The Chrome information I got it mainly from a Reddit page. Opera from the
Ubuntu forum. I had to customize a bit the commands because they were for Ubuntu
Vanilla, and I am working from a Zorin OS (based on Ubuntu/Mint), but the
commands should work in all flavors. This is the main reason I explained what
they do

At the end I also like to do a reboot to make sure everything is working
peachy :). It is a good practice, because if something is not working as it
should, the information is still fresh in your mind and it is easier to
troubleshoot. To make it clean I also always restart before I start.


Creating virtual Servers in Apache2 using Webmin

I like Webmin. I can edit configuration files, but I have to confess that I don’t memorize the syntax and options, so I only edit configuration files when I need to copy and change something quick.

If I am going to start from scratch, then Webmin is my tool of choice.

I won’t cover in detail how to install Webmin, but here is the short version:

Using apt-get

sudo sh -c 'echo "deb http://download.webmin.com/download/repository sarge contrib" > /etc/apt/sources.list.d/webmin.list' wget -qO - http://www.webmin.com/jcameron-key.asc | sudo apt-key add - sudo apt-get update sudo apt-get install webmin

If you use Yum:

(echo "[Webmin] name=Webmin Distribution Neutral baseurl=http://download.webmin.com/download/yum enabled=1 gpgcheck=1 gpgkey=http://www.webmin.com/jcameron-key.asc" >/etc/yum.repos.d/webmin.repo; yum -y install webmin)

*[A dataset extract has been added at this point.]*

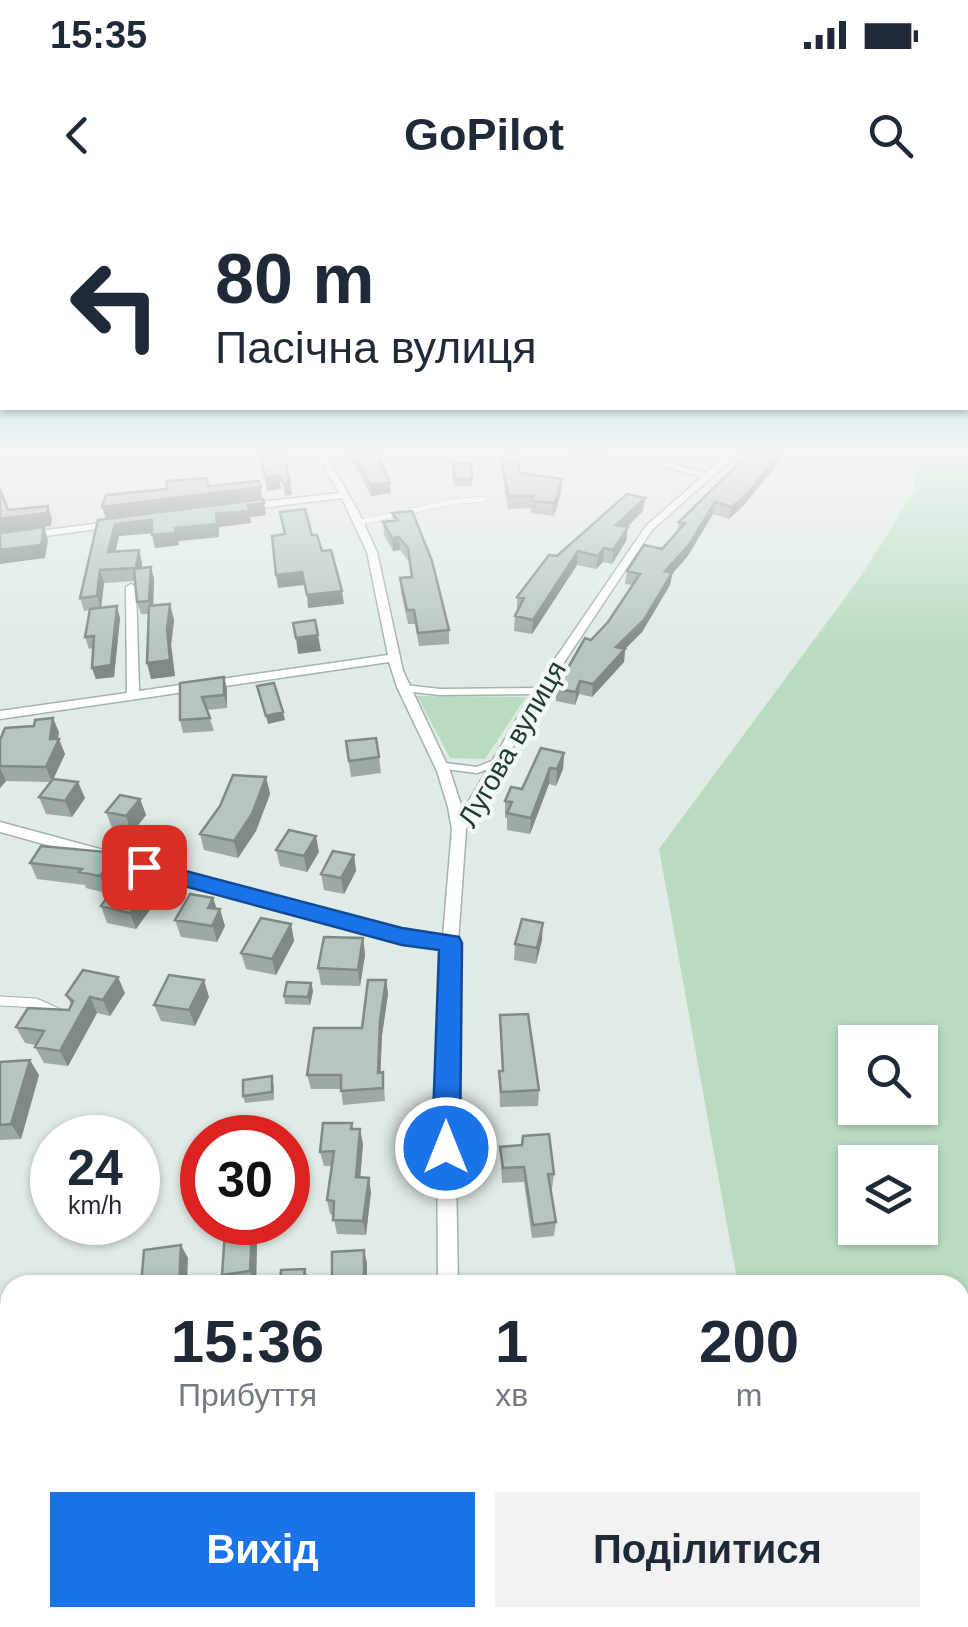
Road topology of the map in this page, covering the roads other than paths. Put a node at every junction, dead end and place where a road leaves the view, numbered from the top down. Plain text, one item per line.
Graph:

I recently created a few WordPress sites, and I had to create the Virtual Servers for it, and I run into a tiny problem where it was not working correctly. It drove me crazy, but I took some notes.

Using Webmin is easy to create virtual Server. The process is documented in the Wiki at http://doxfer.webmin.com/Webmin/Apache_Webserver#Creating_a_new_virtual_host

However, we all know that we can’t read that much.

To create a Virtual host (virtual Server) go to Servers>Apache Webserver. Then click the tab that says “Create virtual host” (yes, to create a Virtual Server, you create a virtual host).

The options here are pretty simple. VERY SIMPLE!!

Handle connection to address. Basically this is for multi-homed servers more than anything. If you have an IP address per site, here is where you specify it.

Port: This is the tricky part. You would be tempted to put any right? Here most of the time you actually need to listen the port, which most of the time will be port 80.

Why? Well, because in my case I am using a specific server name, and in most cases you would too, so it seems to work better when you set the port instead of just using default (at least with WordPress).

If you need to use https, then you will have to have a certificate per site, and also a IP address per site. So that will change the previous setting. Adding SSL is similar, but the port would be 443, and you need to have mod_ssl enabled too.

Next enter the root location for the site (for WordPress for example it is /usr/share/wordpress).

After that enter the server name. This would be thisismywebsite.com for example

The Add virtual server to file section should be as it is. The default is to add to sites-available, and then it creates the link in sites enabled.

Finally you can copy directives if needed (this is useful when you have special folders, or if using SSL with a wildcard certificate).

Then click on Create Now, and then apply changes. Your site should be working now.

There are more settings, and it is a good idea to refer to Webmin documentation, or the Apache documentation for them, but my most used settings are

Alias and Redirects. I use it when I have sites located under a master root, but the folders are in other parts of the system. I do this a lot to save files in a separate partition.

In Networking and Addresses you can add alternate virtual server names.

Directory indexing is another section you might change, if you need to edit access to files.

Edit directives is basically a quick access to the configuration file for the site. So also useful.

That is it!!! Were you expecting something more complex? You can do more complex, but it is always good start simple, and then more from there. The 2 things to watch out for is port 80 instead of any, and dedicate an IP address per site when using SSL.

Of course there are a ton of configurations changes and mix and match settings, but this way you can quickly have multiple sites running.